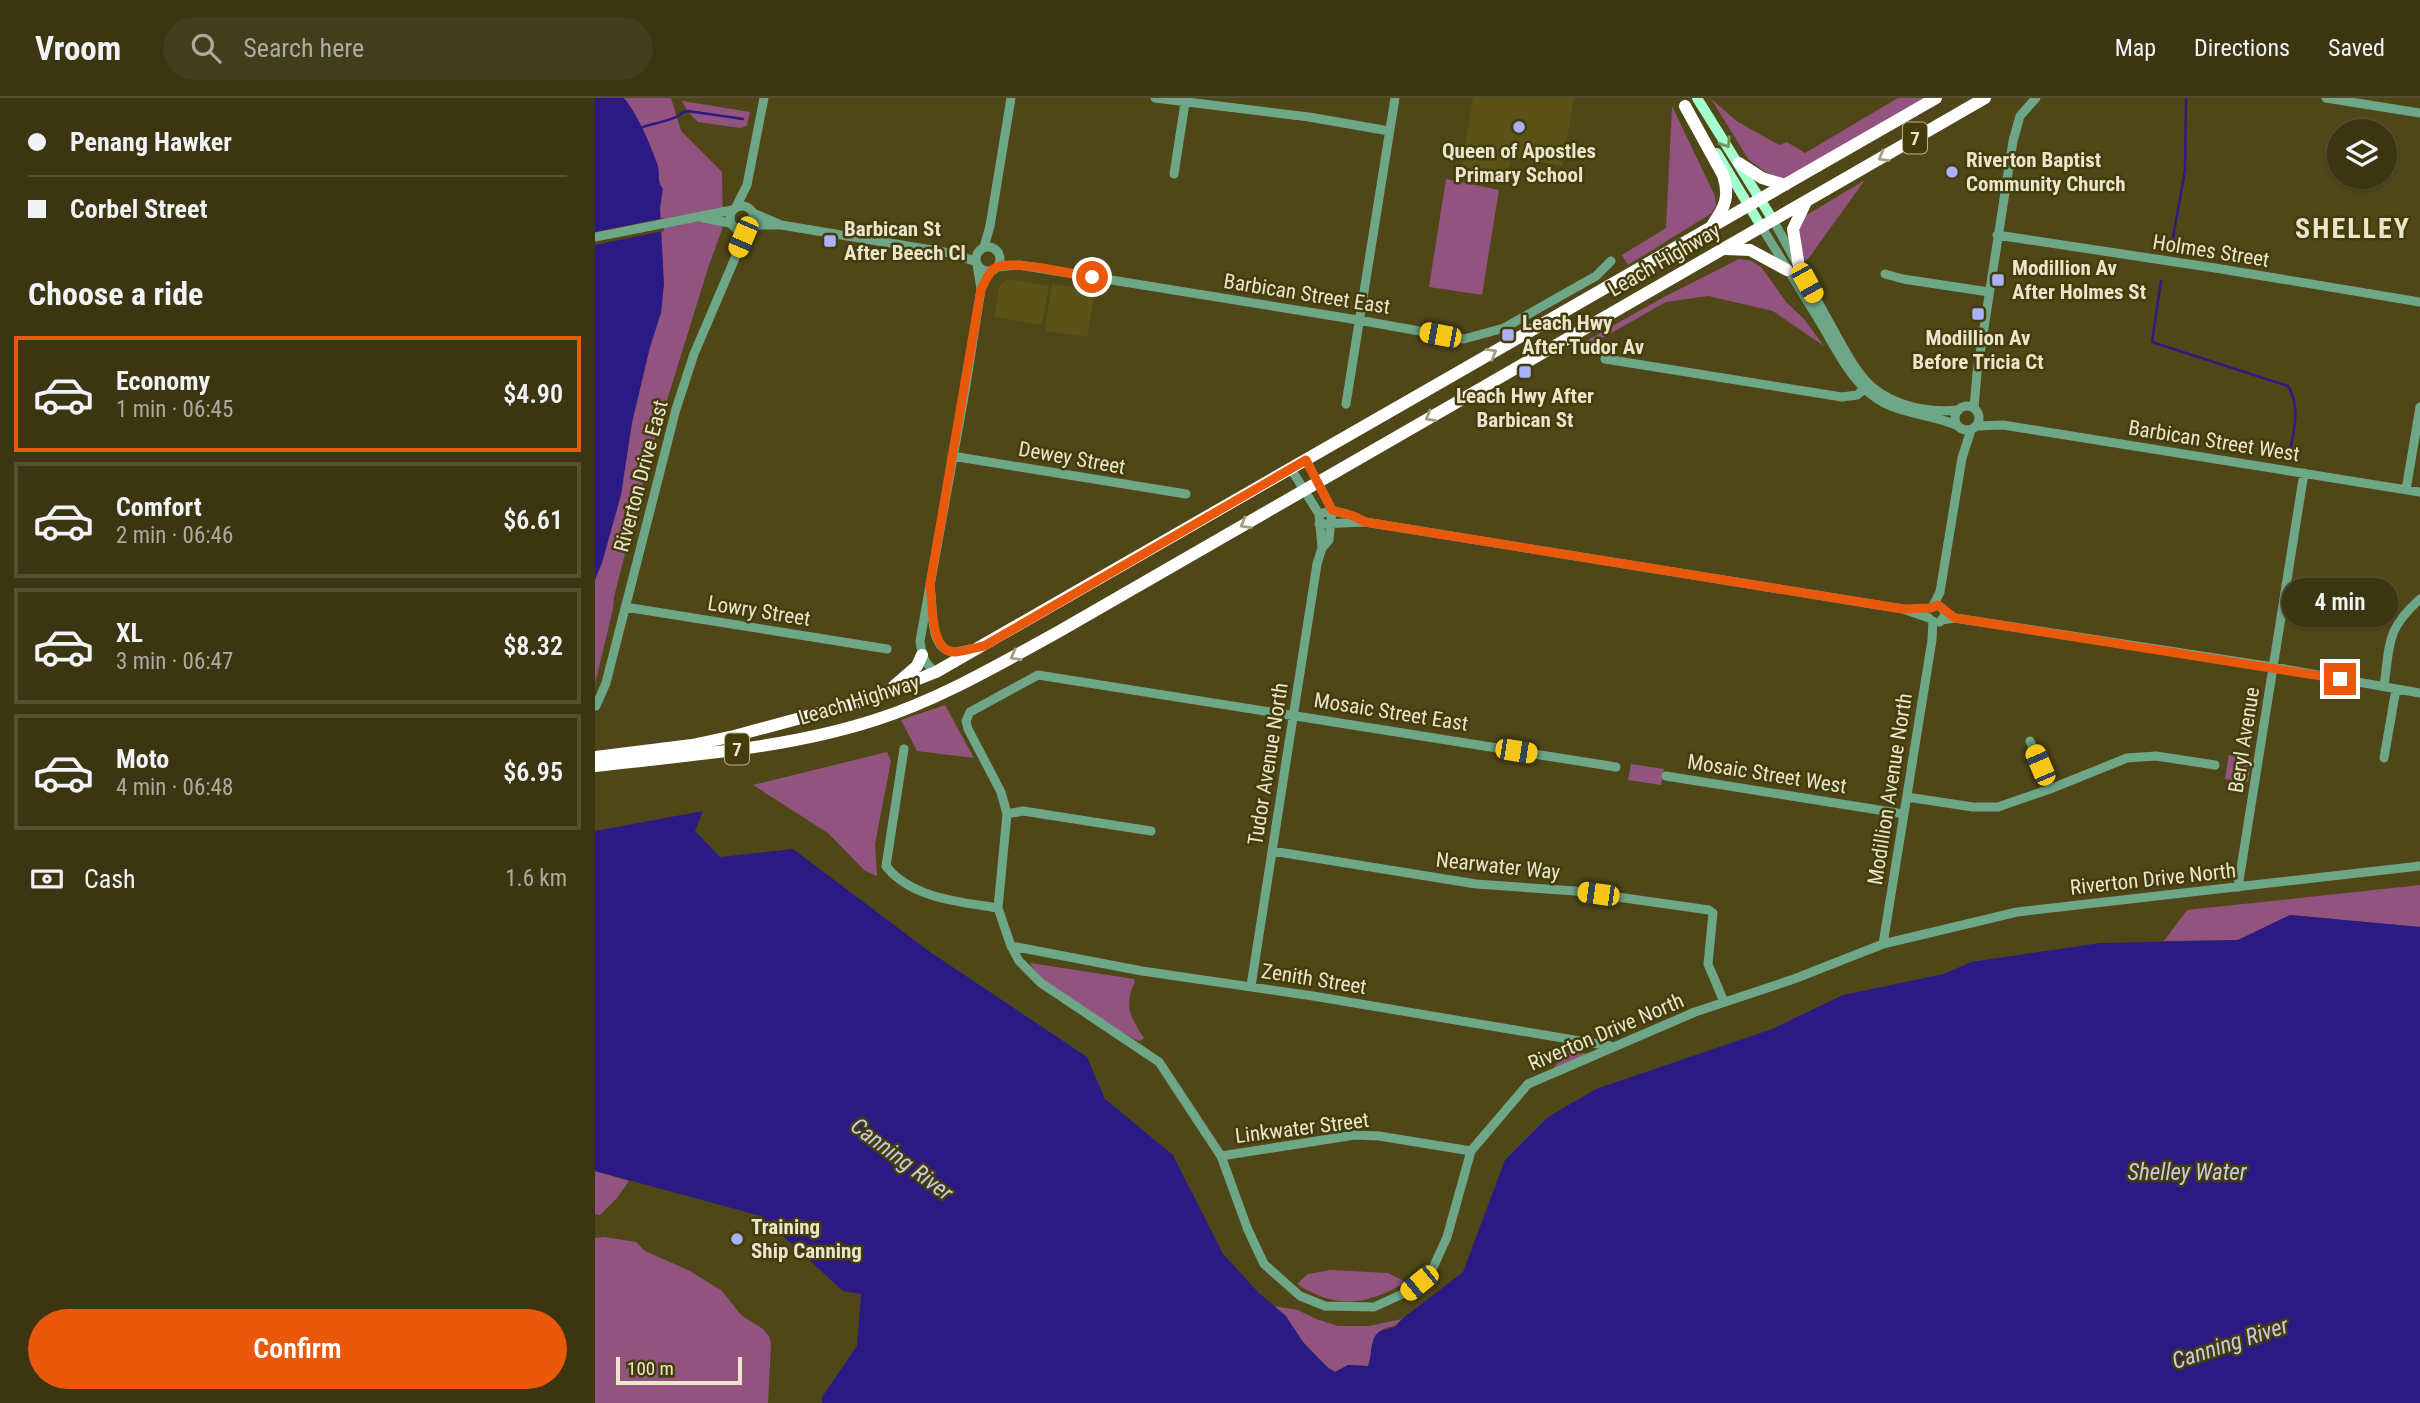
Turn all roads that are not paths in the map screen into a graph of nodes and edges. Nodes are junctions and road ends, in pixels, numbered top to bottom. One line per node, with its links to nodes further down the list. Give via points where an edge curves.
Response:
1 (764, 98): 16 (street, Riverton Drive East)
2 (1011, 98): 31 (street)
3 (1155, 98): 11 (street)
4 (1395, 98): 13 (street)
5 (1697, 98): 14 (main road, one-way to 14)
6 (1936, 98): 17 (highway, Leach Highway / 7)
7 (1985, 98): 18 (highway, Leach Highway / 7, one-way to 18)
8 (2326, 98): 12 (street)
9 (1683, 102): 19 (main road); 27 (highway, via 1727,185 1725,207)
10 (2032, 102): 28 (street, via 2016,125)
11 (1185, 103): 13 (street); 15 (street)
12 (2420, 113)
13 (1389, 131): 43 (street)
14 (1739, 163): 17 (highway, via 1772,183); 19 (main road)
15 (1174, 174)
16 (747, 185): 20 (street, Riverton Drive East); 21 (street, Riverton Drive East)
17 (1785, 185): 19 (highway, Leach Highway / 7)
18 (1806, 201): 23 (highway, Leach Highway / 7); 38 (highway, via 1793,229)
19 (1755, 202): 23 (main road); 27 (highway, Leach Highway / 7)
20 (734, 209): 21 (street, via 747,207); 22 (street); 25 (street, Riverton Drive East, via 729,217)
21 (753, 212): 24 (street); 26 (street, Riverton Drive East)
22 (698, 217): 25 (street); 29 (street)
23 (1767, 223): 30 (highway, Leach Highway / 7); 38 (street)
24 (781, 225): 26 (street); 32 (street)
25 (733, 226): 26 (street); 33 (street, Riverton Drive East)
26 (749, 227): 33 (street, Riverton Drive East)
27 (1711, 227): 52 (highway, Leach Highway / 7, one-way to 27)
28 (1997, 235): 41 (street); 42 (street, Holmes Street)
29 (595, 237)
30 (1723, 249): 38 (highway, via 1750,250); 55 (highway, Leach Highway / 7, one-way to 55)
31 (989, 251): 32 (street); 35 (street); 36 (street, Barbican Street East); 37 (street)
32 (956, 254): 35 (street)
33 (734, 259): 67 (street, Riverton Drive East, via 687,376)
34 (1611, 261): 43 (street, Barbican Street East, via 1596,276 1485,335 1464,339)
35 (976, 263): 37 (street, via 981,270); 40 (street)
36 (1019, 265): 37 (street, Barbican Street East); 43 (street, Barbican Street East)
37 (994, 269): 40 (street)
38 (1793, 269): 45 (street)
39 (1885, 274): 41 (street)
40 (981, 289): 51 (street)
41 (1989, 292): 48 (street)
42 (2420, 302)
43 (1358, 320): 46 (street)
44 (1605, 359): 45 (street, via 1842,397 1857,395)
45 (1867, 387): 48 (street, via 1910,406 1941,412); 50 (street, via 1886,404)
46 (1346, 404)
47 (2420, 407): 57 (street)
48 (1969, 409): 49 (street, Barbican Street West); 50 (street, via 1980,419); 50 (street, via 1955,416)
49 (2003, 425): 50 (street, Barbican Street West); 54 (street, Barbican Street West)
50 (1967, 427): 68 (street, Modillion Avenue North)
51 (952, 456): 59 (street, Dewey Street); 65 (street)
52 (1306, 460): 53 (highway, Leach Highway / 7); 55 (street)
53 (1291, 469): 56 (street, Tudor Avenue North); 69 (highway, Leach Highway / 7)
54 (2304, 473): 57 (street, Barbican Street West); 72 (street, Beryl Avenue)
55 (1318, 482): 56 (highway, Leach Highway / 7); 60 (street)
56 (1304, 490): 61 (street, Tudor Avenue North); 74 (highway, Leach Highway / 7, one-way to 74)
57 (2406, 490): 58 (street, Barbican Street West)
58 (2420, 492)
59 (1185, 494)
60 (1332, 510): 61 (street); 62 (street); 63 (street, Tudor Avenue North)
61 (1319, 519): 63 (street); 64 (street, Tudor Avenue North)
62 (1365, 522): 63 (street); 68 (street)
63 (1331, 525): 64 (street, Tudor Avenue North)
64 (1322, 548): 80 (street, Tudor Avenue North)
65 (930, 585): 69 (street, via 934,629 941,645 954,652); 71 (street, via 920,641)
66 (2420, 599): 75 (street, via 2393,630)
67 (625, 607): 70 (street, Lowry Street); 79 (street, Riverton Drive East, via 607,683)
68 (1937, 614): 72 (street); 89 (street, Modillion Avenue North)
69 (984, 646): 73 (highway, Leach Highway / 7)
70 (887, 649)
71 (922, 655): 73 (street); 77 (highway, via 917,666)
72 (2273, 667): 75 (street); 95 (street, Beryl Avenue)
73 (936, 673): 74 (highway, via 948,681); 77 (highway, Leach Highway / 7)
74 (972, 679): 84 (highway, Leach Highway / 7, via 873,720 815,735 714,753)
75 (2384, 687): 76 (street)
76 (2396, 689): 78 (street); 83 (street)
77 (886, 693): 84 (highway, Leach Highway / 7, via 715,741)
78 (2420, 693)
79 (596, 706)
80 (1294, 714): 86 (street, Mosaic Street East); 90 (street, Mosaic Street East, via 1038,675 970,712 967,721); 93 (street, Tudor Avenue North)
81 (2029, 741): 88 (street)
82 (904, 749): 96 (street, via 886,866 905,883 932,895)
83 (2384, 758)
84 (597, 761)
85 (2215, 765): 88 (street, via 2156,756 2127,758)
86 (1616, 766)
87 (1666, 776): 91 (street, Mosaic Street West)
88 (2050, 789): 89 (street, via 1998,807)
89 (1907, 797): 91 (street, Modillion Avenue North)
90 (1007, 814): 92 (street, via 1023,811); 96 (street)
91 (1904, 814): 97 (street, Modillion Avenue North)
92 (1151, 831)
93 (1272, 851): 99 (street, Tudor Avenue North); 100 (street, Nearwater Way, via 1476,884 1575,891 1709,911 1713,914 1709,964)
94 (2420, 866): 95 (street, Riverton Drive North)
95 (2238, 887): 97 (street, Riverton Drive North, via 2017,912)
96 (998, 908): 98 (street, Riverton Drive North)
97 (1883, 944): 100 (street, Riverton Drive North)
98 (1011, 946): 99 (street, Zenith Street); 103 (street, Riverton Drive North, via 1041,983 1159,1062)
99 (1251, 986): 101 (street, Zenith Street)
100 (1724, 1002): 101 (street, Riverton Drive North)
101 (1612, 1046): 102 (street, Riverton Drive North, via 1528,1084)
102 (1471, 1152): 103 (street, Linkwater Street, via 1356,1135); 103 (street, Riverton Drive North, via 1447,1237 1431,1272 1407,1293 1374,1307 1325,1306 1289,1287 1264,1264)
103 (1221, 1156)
######
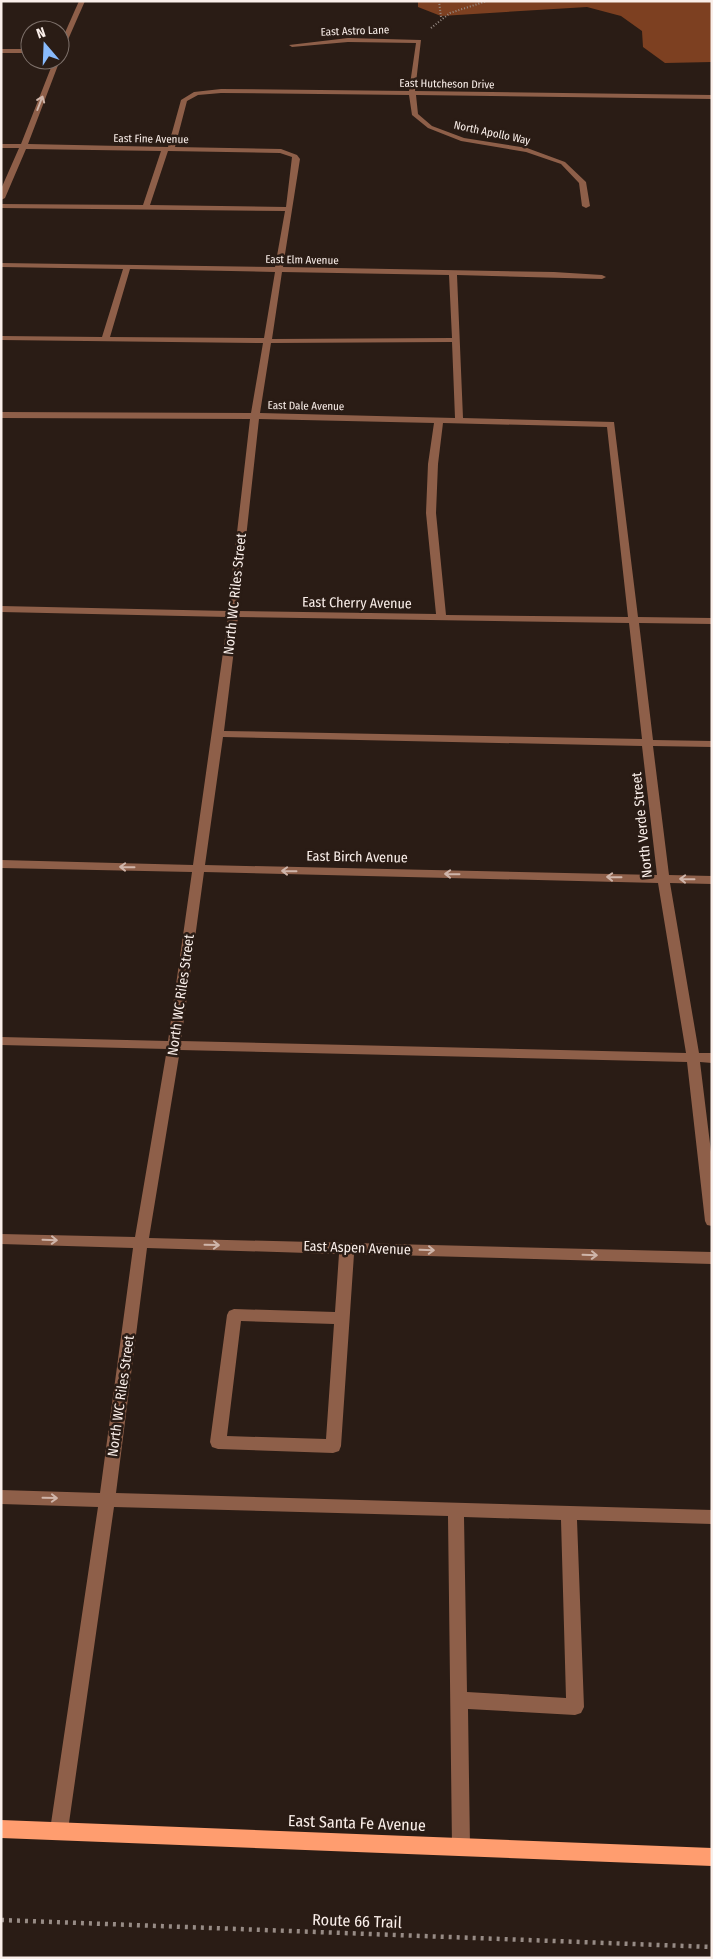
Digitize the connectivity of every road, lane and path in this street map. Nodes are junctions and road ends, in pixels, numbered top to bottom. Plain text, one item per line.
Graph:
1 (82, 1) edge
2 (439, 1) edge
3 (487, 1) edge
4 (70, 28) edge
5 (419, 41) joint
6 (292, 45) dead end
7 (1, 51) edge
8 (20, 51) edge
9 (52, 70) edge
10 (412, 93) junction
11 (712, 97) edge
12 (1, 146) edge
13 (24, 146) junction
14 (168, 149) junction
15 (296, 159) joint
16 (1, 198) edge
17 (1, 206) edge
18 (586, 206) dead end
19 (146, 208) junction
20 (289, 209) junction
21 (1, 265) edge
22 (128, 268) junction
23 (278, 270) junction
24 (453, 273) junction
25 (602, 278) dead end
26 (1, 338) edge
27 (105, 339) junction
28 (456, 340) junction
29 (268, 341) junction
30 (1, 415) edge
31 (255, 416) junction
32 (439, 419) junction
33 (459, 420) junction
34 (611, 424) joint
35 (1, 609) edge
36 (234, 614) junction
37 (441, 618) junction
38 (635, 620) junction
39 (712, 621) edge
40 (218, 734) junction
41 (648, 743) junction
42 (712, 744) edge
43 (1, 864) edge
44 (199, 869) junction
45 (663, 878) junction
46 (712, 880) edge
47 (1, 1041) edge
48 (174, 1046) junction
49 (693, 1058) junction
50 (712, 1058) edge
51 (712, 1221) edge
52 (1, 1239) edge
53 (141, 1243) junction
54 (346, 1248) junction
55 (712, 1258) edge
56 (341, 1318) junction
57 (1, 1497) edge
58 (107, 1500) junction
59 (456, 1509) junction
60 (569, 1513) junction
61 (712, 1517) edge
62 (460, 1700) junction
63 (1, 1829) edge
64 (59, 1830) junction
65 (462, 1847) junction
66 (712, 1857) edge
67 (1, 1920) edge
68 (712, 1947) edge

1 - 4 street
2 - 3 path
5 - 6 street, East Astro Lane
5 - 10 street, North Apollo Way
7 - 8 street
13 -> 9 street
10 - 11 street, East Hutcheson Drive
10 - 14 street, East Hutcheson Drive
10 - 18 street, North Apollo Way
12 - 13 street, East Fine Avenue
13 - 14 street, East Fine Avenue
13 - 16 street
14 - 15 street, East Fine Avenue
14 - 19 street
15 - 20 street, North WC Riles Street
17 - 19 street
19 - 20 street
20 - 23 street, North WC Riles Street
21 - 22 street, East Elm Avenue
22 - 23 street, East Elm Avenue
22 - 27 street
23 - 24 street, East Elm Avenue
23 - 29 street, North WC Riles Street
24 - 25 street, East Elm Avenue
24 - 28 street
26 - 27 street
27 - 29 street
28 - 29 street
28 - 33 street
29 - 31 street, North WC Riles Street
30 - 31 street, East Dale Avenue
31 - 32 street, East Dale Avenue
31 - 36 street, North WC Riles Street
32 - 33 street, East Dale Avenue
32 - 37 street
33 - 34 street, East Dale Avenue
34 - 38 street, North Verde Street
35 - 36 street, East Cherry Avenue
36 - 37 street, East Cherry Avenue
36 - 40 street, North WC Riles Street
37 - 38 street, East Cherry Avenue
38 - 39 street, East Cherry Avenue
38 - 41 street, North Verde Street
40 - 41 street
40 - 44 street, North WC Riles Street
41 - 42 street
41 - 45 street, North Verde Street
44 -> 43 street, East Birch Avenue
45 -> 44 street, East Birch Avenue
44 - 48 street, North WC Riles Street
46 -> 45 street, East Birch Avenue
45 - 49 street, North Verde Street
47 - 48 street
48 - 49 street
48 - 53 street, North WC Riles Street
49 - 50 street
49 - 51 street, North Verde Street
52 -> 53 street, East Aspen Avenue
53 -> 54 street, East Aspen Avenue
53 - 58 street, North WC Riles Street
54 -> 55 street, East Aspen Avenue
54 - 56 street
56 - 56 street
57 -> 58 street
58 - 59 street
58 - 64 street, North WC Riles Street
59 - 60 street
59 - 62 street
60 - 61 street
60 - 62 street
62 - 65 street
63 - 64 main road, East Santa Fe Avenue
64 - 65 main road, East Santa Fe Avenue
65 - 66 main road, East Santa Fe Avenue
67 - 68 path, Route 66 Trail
######
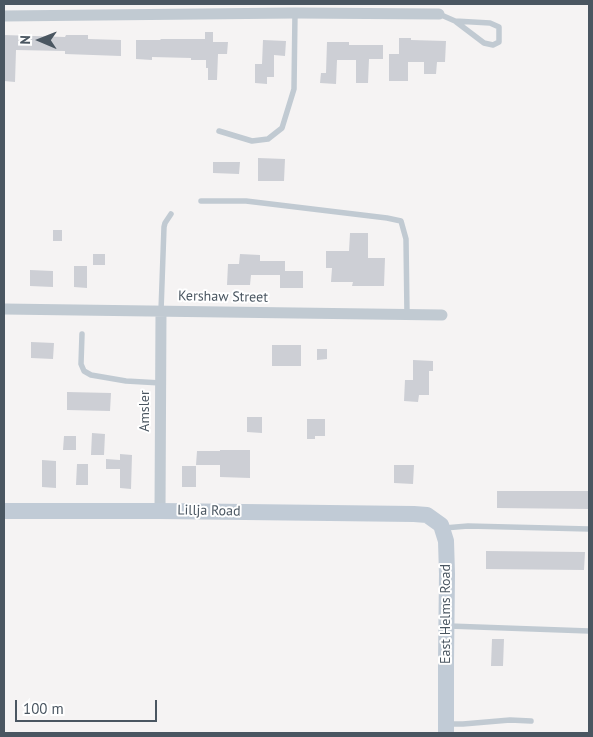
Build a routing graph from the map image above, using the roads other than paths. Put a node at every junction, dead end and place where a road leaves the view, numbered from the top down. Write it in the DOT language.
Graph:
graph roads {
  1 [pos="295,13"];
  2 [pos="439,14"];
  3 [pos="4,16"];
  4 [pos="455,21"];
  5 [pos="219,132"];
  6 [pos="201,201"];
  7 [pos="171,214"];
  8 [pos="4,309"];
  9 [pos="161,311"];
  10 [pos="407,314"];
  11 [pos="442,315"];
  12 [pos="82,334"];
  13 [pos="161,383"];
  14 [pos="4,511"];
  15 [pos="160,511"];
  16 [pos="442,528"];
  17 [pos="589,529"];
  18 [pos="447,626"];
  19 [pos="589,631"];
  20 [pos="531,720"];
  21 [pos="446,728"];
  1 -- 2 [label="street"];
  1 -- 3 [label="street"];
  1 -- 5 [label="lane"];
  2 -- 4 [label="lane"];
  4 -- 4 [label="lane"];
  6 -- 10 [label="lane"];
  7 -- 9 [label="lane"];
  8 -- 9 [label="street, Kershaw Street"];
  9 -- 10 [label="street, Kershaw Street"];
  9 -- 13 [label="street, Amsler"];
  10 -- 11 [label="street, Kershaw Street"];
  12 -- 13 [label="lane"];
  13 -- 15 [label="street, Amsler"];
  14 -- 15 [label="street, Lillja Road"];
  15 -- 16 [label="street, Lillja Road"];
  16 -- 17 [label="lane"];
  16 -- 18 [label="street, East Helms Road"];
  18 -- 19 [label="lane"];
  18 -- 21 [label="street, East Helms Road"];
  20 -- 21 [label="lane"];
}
######
Directions for this task
Copy every line of the data that carries the word "Cherry".

Response
35 - 36 street, East Cherry Avenue
36 - 37 street, East Cherry Avenue
37 - 38 street, East Cherry Avenue
38 - 39 street, East Cherry Avenue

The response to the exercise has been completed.